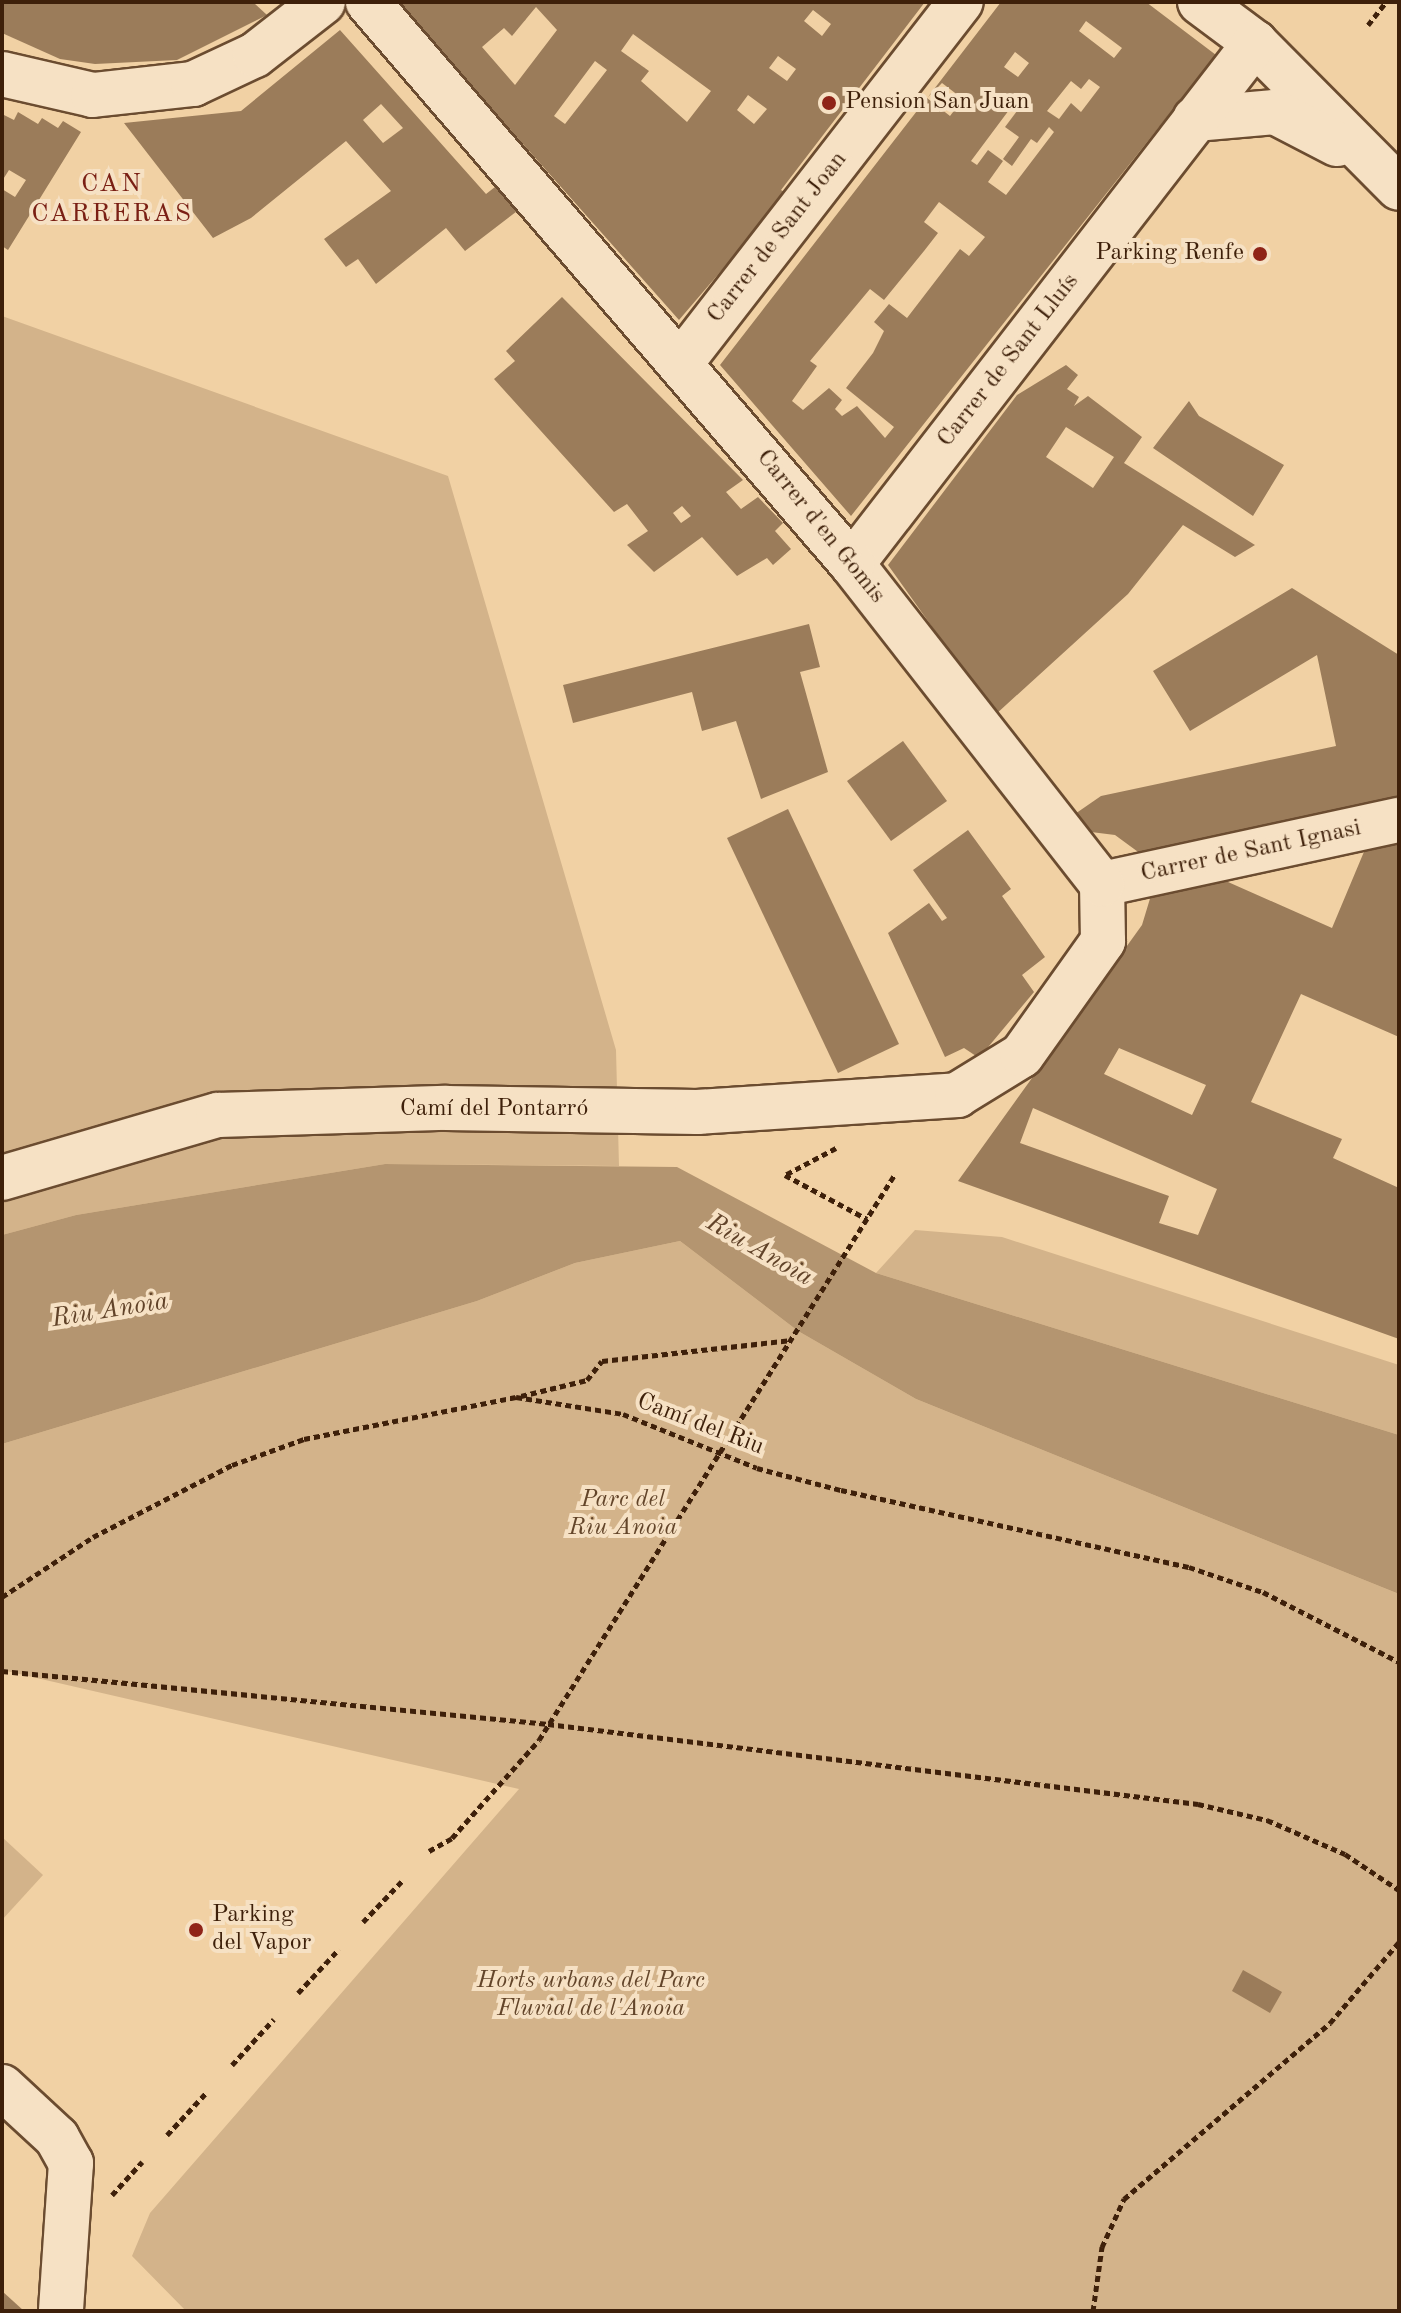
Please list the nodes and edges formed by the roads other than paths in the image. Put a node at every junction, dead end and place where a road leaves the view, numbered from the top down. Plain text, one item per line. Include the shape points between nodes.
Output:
1 (323, 2) edge
2 (368, 2) edge
3 (961, 2) edge
4 (1200, 2) edge
5 (1255, 43) junction
6 (2, 74) edge
7 (1195, 119) junction
8 (1385, 176) edge
9 (683, 360) junction
10 (852, 564) junction
11 (1399, 820) edge
12 (1102, 884) junction
13 (2, 1178) edge
14 (2, 2087) edge
15 (61, 2311) edge

1 - 6 street via 255,55 177,87 93,95
2 - 9 street, Carrer d'en Gomis
3 - 9 street, Carrer de Sant Joan
4 - 5 street
5 - 7 street, Carrer de Sant Lluís
5 - 8 street
7 - 8 street via 1275,112
7 - 10 street, Carrer de Sant Lluís
9 - 10 street, Carrer d'en Gomis
10 - 12 street, Carrer d'en Gomis
11 - 12 street, Carrer de Sant Ignasi
12 - 13 street, Camí del Pontarró via 1103,941 1022,1055 992,1080 927,1099 697,1112 446,1108 218,1115
14 - 15 street via 57,2138 71,2163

REQUIRED ACTION: This task calls for an exact copy of the data above, without pictures.

FINISHED EXERCISE:
Please list the nodes and edges formed by the roads other than paths in the image. Put a node at every junction, dead end and place where a road leaves the view, numbered from the top down. Plain text, one item per line. Include the shape points between nodes.
Output:
1 (323, 2) edge
2 (368, 2) edge
3 (961, 2) edge
4 (1200, 2) edge
5 (1255, 43) junction
6 (2, 74) edge
7 (1195, 119) junction
8 (1385, 176) edge
9 (683, 360) junction
10 (852, 564) junction
11 (1399, 820) edge
12 (1102, 884) junction
13 (2, 1178) edge
14 (2, 2087) edge
15 (61, 2311) edge

1 - 6 street via 255,55 177,87 93,95
2 - 9 street, Carrer d'en Gomis
3 - 9 street, Carrer de Sant Joan
4 - 5 street
5 - 7 street, Carrer de Sant Lluís
5 - 8 street
7 - 8 street via 1275,112
7 - 10 street, Carrer de Sant Lluís
9 - 10 street, Carrer d'en Gomis
10 - 12 street, Carrer d'en Gomis
11 - 12 street, Carrer de Sant Ignasi
12 - 13 street, Camí del Pontarró via 1103,941 1022,1055 992,1080 927,1099 697,1112 446,1108 218,1115
14 - 15 street via 57,2138 71,2163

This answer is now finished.